Inspiration from the natural world: Boosting flexible electronics
With increased study of bio-adhesives, a significant effort has been made in search for novel adhesives that will combine reversibility, repeated usage, stronger bonds and faster bonding time, non-toxic, and more importantly be effective in wet and other extreme conditions.
A team of Korean scientists?made up of scientists from Korea Institute of Science and Technology (KIST) and UNIST?has recently found a way to make building flexible pressure sensors easier—by mimicking the suction cups on octopus’s tentacles.
In their paper published in the current edition of Advanced Materials, the research team describes how they studied the structure and adhesive mechanism of octopus suckers and then used what they learned to develop a new type of suction based adhesive material.
According to the research team, “Although flexible pressure sensors might give future prosthetics and robots a better sense of touch, building them requires a lot of laborious transferring of nano- and microribbons of inorganic semiconductor materials onto polymer sheets.”
The Korea Institute of Science and Technology (KIST) is a multi-disciplinary research institute located in Seoul, South Korea.
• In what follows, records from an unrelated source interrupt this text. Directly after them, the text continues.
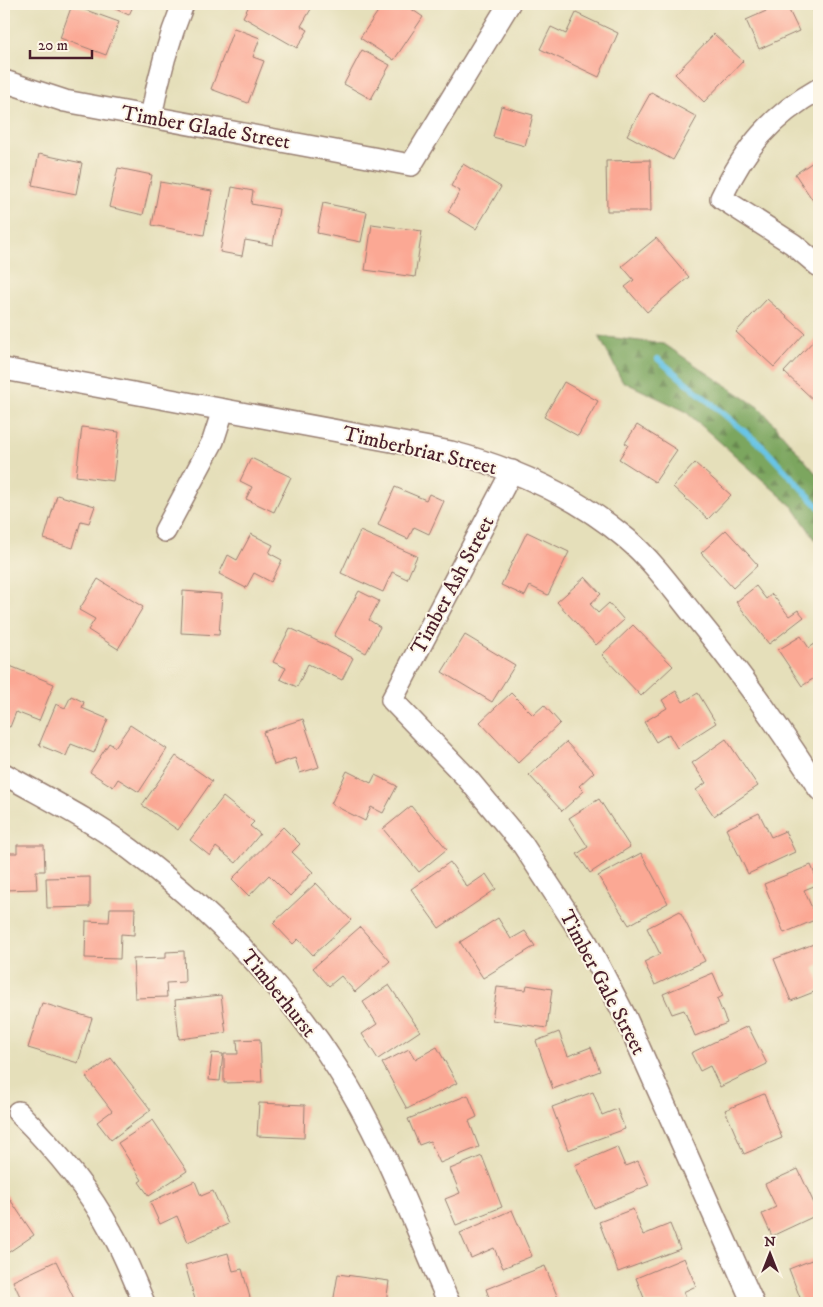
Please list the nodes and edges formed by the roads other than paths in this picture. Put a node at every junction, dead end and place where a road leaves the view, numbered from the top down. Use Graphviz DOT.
graph roads {
  1 [pos="183,4"];
  2 [pos="509,4"];
  3 [pos="4,81"];
  4 [pos="819,89"];
  5 [pos="151,117"];
  6 [pos="819,266"];
  7 [pos="4,369"];
  8 [pos="224,410"];
  9 [pos="512,471"];
  10 [pos="165,531"];
  11 [pos="392,700"];
  12 [pos="4,774"];
  13 [pos="819,789"];
  14 [pos="18,1112"];
  15 [pos="144,1303"];
  16 [pos="449,1303"];
  17 [pos="753,1303"];
  1 -- 5 [label="street"];
  2 -- 5 [label="street, Timber Glade Street"];
  3 -- 5 [label="street, Timber Glade Street"];
  4 -- 6 [label="street"];
  7 -- 8 [label="street, Timberbriar Street"];
  8 -- 9 [label="street, Timberbriar Street"];
  8 -- 10 [label="street"];
  9 -- 11 [label="street, Timber Ash Street"];
  9 -- 13 [label="street, Timberbriar Street"];
  11 -- 17 [label="street, Timber Gale Street"];
  12 -- 16 [label="street, Timberhurst"];
  14 -- 15 [label="street"];
}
Founded in 1966, it was the first multi-disciplinary scientific research institute in Korea and has contributed significantly to the economic development of the country, particularly during the years of accelerated growth in the 1970s and 1980s. It has a research staff of over 1,800 research scientists, visiting scientists, fellows and trainees, and foreign scientists involved in basic research in various fields of science and technology.
There are two research institutes and two research divisions at KIST including the Brain Science Institute, the Biomedical Research Institute, the Future Convergence Research Division, and the National Agenda Research Division.